Marguerite De France (1523-1574)

Marguerite De France

Fille de François 1er, elle est, à la cour de Henri II, la protectrice des Lettres. Elle entretient une correspondance avec Ronsard et Joachim du Bellay. Mariée au duc Emmanuel de Savoie, la duchesse de Savoie reçoit de ses nouveaux sujets le nom de “ Mère du Peuple ”.


Fille du roi de France, François Ier et de Claude de France. Elle est la petite-fille de la princesse Louise de Savoie et de la duchesse Anne de Bretagne.

Elle porte le titre de duchesse de Berry depuis le 21 décembre 1549, en succédant à sa tante Marguerite d’Angoulême. Puis elle devient duchesse de Savoie, le 10 juillet 1559, par son mariage avec le duc Emmanuel-Philibert de Savoie, cousin germain de son père, le roi François 1er. Elle est la mère de Charles-Emmanuel 1er de Savoie, né le 12 janvier 1562 au château de Rivoli.
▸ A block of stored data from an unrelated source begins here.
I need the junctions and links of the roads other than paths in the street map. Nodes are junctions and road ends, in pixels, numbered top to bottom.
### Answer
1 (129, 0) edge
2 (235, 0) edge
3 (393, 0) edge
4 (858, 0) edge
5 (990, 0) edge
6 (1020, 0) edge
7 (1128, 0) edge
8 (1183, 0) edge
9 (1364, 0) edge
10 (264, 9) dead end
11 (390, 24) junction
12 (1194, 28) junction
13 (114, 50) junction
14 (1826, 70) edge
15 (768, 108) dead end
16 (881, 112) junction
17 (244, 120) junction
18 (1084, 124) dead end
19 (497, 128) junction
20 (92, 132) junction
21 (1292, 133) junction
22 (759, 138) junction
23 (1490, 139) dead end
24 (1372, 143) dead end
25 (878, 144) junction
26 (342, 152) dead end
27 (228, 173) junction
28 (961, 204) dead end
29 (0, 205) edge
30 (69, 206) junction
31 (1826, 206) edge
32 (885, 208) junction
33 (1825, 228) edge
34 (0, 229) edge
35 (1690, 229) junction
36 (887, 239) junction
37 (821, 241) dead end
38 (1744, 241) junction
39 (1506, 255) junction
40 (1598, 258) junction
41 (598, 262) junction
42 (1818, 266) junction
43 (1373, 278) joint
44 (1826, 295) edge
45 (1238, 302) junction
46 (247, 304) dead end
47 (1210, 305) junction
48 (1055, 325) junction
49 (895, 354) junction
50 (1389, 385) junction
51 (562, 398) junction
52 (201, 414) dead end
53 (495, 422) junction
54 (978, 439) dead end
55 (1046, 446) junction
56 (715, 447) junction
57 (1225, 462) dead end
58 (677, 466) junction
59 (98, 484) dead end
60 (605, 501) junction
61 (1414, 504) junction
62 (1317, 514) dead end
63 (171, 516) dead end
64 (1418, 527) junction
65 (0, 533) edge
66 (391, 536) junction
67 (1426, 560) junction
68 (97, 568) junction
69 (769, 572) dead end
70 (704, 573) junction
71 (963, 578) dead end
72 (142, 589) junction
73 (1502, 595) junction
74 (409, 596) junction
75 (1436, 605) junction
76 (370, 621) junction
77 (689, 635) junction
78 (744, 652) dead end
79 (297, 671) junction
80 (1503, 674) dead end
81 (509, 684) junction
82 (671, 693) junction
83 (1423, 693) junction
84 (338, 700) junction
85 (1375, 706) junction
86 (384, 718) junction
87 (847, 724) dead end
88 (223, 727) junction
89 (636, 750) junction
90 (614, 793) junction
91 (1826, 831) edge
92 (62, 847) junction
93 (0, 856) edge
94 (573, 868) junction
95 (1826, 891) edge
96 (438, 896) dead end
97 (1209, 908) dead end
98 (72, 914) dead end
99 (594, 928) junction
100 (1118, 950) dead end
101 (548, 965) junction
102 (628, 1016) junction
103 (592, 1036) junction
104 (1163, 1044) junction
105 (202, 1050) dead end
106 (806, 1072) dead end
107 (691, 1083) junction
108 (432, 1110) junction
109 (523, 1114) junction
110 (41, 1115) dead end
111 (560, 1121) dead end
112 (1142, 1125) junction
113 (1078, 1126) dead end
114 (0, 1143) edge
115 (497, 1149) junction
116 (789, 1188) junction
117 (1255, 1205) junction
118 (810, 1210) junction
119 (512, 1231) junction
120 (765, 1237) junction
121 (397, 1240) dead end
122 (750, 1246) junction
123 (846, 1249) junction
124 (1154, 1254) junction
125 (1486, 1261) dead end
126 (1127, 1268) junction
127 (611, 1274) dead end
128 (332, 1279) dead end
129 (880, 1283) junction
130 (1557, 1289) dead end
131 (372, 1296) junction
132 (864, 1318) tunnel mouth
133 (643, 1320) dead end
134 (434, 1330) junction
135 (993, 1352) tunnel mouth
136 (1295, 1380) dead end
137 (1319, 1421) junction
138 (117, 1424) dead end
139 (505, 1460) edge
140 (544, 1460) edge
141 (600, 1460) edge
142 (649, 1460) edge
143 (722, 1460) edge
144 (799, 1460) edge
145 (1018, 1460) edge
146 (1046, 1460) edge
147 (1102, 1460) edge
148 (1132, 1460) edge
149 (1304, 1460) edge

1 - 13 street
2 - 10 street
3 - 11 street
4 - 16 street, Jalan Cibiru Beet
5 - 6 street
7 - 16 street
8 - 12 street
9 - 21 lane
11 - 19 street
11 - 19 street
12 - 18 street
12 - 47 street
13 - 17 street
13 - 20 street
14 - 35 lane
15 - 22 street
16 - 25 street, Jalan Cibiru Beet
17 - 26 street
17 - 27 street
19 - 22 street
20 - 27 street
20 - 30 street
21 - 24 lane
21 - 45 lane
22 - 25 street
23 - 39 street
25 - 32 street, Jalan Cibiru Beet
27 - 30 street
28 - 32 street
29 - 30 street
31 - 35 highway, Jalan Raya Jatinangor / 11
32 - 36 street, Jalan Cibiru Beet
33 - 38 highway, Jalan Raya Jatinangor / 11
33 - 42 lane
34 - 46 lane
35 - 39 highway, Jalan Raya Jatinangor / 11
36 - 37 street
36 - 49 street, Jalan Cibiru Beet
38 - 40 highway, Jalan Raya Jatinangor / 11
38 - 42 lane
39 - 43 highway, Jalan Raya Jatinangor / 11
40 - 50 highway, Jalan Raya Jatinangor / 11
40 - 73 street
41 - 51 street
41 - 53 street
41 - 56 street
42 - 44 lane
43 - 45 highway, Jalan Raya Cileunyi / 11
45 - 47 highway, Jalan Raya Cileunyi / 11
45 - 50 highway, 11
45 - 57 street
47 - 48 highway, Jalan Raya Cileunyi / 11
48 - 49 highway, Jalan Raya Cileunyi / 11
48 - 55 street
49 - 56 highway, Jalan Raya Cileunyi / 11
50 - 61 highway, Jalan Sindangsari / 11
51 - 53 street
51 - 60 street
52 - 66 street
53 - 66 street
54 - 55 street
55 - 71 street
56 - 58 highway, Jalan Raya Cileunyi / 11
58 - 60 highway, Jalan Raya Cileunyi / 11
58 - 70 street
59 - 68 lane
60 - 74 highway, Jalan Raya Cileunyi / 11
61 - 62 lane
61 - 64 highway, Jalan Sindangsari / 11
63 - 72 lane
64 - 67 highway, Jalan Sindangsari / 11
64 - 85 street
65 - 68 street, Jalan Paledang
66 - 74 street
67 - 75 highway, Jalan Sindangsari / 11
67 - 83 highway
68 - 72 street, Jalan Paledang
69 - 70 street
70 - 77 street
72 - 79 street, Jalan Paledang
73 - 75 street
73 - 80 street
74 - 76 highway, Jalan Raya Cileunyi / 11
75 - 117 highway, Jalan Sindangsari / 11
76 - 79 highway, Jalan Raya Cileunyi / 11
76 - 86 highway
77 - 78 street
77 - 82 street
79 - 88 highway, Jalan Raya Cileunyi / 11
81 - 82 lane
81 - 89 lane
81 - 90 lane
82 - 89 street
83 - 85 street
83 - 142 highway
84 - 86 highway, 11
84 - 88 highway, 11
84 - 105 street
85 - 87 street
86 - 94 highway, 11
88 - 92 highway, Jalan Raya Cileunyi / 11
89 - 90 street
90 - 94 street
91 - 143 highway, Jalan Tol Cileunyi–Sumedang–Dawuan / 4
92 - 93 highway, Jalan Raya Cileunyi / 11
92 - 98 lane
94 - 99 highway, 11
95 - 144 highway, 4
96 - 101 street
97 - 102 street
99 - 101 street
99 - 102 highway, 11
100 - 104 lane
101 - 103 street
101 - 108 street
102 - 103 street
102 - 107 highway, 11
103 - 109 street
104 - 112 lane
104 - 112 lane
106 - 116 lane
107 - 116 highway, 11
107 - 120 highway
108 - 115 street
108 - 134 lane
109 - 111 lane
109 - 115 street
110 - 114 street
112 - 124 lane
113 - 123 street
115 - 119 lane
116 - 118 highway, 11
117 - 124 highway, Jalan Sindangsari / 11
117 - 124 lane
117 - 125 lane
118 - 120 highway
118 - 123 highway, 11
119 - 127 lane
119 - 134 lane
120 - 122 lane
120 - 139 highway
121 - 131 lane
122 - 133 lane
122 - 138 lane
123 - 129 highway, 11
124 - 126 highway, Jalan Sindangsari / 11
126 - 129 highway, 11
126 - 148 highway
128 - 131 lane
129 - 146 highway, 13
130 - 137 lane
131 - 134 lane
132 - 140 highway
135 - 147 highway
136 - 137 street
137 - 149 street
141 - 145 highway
Jusqu’à son mariage, elle vécut à la cour de France, sous les règnes de son père, François 1er et de son frère, Henri II. Puis, elle accompagne son mari à Nice*, à Chambéry*, à Rivoli* et enfin définitivement, à Turin*, qui devient, en 1562, la nouvelle capitale des États de Savoie, en remplacement de Chambéry*. C’est dans l’ancien palais de l’archevêque de Turin, transformé en palais ducal, que se situe la cour de Savoie. Marguerite va y résider, entourée de ses demoiselles d’honneur, jusqu’à la fin de sa vie.

Marguerite était la protectrice des poètes de la Pléiade*. Elle a manifesté de la sympathie pour les adeptes de la Réforme protestante. Après son mariage, elle joua un rôle capital dans la restitution des derniers territoires occupés que les Français vont devoir évacuer dans les États de Savoie, en vertu du traité du Cateau-Cambrésis*.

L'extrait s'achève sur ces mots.